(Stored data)
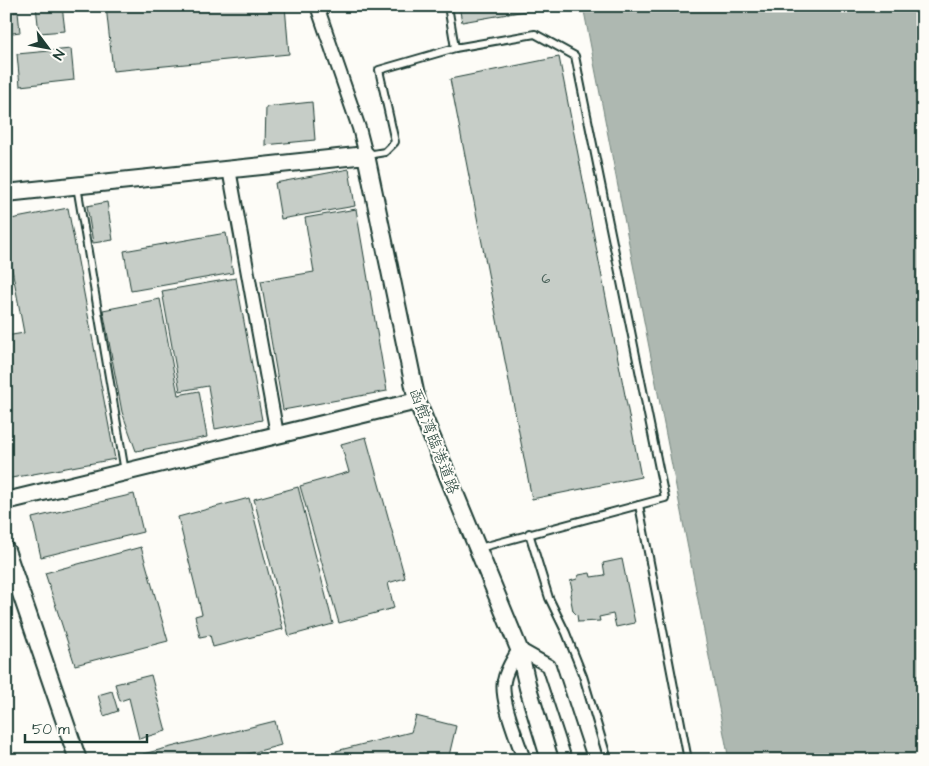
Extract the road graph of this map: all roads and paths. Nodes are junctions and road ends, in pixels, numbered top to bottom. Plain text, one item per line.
1 (317, 6) edge
2 (448, 6) edge
3 (455, 48) junction
4 (366, 155) junction
5 (229, 169) junction
6 (76, 185) junction
7 (6, 193) edge
8 (417, 401) junction
9 (277, 434) junction
10 (125, 474) junction
11 (6, 501) edge
12 (640, 505) junction
13 (529, 533) junction
14 (478, 549) junction
15 (6, 550) edge
16 (519, 649) junction
17 (78, 760) edge
18 (524, 760) edge
19 (550, 760) edge
20 (580, 760) edge
21 (608, 760) edge
22 (688, 760) edge

1 - 4 street
2 - 3 lane
3 - 4 lane
3 - 12 lane
4 - 5 street
4 - 8 street, 函館湾臨港道路
5 - 6 street
5 - 9 street
6 - 7 street
6 - 10 lane
8 - 9 street
8 - 14 street, 函館湾臨港道路
9 - 10 street
10 - 11 street
12 - 13 lane
12 - 22 lane
13 - 14 lane
13 - 21 lane
14 - 16 street, 函館湾臨港道路
15 - 17 street
16 - 18 street
16 - 19 street, 函館湾臨港道路
16 - 20 street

What this task involves
For every entry, return its exact wording and leave out any image.

Exercise answer
Extract the road graph of this map: all roads and paths. Nodes are junctions and road ends, in pixels, numbered top to bottom. Plain text, one item per line.
1 (317, 6) edge
2 (448, 6) edge
3 (455, 48) junction
4 (366, 155) junction
5 (229, 169) junction
6 (76, 185) junction
7 (6, 193) edge
8 (417, 401) junction
9 (277, 434) junction
10 (125, 474) junction
11 (6, 501) edge
12 (640, 505) junction
13 (529, 533) junction
14 (478, 549) junction
15 (6, 550) edge
16 (519, 649) junction
17 (78, 760) edge
18 (524, 760) edge
19 (550, 760) edge
20 (580, 760) edge
21 (608, 760) edge
22 (688, 760) edge

1 - 4 street
2 - 3 lane
3 - 4 lane
3 - 12 lane
4 - 5 street
4 - 8 street, 函館湾臨港道路
5 - 6 street
5 - 9 street
6 - 7 street
6 - 10 lane
8 - 9 street
8 - 14 street, 函館湾臨港道路
9 - 10 street
10 - 11 street
12 - 13 lane
12 - 22 lane
13 - 14 lane
13 - 21 lane
14 - 16 street, 函館湾臨港道路
15 - 17 street
16 - 18 street
16 - 19 street, 函館湾臨港道路
16 - 20 street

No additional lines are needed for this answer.